··· DATA FOR REVIEW

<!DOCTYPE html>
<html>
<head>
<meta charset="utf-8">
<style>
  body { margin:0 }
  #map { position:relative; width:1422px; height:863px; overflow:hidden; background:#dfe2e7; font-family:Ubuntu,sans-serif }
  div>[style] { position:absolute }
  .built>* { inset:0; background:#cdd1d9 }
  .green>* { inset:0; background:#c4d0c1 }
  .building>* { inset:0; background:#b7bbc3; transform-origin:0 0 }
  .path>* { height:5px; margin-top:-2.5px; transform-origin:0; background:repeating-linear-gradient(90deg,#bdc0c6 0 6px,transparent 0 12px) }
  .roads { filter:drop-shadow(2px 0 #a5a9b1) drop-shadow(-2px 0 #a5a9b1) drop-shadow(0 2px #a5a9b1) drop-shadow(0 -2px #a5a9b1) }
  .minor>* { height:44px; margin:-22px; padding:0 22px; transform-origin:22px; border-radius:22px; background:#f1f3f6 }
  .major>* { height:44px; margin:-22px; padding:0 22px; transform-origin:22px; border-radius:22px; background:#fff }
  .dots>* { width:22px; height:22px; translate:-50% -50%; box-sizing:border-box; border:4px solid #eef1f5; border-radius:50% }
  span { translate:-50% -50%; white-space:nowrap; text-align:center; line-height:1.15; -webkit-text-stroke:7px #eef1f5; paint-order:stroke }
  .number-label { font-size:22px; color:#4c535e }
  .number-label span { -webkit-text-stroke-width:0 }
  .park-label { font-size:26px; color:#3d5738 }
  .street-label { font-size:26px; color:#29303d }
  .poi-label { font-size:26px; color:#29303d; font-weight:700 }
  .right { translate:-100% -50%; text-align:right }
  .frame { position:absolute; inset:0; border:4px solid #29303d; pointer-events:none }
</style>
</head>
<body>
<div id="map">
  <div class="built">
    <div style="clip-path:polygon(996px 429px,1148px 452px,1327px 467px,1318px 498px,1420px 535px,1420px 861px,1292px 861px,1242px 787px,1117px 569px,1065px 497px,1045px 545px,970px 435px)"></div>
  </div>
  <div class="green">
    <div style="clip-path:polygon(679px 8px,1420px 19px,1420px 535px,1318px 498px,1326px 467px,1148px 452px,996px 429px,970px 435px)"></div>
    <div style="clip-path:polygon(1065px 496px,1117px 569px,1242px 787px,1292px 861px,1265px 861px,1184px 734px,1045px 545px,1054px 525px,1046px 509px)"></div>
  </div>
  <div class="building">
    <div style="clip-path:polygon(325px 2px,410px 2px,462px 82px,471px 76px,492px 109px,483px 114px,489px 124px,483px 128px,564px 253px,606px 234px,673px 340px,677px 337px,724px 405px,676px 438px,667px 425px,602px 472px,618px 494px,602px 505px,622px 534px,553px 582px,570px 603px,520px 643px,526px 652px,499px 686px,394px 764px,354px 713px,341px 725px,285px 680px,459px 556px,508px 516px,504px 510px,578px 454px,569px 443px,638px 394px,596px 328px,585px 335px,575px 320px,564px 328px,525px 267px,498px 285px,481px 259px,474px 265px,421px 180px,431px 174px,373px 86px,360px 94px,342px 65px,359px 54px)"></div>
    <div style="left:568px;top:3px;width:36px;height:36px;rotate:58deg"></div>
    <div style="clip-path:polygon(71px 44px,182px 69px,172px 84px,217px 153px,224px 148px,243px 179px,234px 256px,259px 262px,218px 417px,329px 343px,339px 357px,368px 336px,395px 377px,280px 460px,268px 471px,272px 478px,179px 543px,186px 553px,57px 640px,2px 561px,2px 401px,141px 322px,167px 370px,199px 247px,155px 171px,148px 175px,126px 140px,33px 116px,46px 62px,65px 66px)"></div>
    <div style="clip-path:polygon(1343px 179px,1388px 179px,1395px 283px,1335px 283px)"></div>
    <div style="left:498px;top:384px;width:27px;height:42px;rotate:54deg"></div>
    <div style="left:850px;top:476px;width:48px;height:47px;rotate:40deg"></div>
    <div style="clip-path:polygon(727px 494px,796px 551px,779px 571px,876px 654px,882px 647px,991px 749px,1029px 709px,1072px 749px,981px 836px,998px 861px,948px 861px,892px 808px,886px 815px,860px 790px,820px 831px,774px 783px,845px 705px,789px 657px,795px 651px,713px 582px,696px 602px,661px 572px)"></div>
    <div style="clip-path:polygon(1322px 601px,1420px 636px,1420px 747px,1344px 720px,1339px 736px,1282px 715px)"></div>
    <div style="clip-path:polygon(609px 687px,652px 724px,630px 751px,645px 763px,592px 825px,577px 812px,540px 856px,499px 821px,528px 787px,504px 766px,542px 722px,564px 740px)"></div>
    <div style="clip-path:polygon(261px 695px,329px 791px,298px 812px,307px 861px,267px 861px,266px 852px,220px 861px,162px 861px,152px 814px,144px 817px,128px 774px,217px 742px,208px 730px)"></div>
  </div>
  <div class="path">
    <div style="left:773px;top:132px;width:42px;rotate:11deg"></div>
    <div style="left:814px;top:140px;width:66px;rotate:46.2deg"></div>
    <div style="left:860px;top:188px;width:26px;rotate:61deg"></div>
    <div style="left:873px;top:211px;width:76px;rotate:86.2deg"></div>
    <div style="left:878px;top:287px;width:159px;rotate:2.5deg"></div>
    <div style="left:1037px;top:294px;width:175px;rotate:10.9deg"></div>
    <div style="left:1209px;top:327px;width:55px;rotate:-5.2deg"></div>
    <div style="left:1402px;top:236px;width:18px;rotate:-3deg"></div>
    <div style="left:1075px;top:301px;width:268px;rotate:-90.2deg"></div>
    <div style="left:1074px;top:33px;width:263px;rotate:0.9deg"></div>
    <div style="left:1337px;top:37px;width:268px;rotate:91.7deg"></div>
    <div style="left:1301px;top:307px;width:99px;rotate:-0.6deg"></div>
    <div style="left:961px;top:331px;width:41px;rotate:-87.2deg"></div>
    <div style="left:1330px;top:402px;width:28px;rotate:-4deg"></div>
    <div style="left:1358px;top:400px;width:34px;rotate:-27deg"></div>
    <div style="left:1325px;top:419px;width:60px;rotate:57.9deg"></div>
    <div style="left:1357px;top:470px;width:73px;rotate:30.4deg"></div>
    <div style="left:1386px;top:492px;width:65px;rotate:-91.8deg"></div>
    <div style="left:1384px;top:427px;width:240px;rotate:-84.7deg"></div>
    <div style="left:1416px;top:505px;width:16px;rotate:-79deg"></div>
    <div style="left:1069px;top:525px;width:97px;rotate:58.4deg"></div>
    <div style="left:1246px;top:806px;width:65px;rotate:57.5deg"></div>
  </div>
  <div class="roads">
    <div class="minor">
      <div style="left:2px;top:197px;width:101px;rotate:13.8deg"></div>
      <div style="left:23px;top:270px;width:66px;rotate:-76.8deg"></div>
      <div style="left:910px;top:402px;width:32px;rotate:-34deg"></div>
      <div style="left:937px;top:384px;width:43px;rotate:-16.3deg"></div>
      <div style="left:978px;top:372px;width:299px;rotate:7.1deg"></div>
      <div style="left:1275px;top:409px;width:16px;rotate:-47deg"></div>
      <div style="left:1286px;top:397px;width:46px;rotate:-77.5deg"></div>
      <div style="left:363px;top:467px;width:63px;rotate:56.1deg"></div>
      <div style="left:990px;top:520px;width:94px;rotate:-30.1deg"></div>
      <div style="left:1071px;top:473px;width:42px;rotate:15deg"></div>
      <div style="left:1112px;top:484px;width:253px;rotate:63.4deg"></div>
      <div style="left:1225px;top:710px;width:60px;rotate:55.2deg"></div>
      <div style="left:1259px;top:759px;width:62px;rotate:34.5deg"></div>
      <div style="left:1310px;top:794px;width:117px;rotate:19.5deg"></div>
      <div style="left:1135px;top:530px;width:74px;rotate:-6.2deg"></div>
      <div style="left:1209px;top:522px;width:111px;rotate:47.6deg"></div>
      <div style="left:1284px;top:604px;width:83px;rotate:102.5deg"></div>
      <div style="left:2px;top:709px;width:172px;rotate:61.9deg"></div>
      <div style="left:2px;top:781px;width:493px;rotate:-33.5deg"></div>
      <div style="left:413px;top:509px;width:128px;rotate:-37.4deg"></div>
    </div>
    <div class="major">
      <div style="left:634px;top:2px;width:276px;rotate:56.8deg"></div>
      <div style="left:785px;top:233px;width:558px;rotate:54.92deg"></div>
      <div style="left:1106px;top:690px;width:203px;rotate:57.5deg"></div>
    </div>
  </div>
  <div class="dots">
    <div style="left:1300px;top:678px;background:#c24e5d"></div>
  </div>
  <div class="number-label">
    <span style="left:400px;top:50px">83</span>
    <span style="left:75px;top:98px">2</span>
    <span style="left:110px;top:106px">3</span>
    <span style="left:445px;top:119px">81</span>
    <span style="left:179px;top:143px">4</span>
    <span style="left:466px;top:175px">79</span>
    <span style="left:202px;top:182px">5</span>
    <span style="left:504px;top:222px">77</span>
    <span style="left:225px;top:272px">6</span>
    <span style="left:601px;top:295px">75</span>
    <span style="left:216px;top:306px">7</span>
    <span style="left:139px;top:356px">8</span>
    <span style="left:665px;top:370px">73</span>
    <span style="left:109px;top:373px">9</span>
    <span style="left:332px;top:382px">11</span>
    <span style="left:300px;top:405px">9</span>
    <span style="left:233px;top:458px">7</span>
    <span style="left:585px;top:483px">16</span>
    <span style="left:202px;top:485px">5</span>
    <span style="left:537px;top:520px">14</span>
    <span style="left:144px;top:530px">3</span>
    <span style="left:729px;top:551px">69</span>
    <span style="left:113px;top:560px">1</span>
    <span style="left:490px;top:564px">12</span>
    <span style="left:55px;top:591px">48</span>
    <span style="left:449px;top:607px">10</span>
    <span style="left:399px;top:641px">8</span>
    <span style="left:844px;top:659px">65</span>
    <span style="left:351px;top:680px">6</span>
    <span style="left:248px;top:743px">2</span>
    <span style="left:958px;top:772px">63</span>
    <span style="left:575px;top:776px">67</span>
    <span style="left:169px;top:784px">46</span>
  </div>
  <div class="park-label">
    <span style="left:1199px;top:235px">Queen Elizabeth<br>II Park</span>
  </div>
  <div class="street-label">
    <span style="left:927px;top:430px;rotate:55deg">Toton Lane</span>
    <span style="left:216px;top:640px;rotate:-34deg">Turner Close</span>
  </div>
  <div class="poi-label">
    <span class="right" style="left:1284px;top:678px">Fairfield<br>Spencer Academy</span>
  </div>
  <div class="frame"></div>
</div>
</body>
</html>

······

* [WHAT TO WORK ON]: If the word "roads" is on a line above, return that line.

* [EXERCISE ANSWER]:
  .roads { filter:drop-shadow(2px 0 #a5a9b1) drop-shadow(-2px 0 #a5a9b1) drop-shadow(0 2px #a5a9b1) drop-shadow(0 -2px #a5a9b1) }
  <div class="roads">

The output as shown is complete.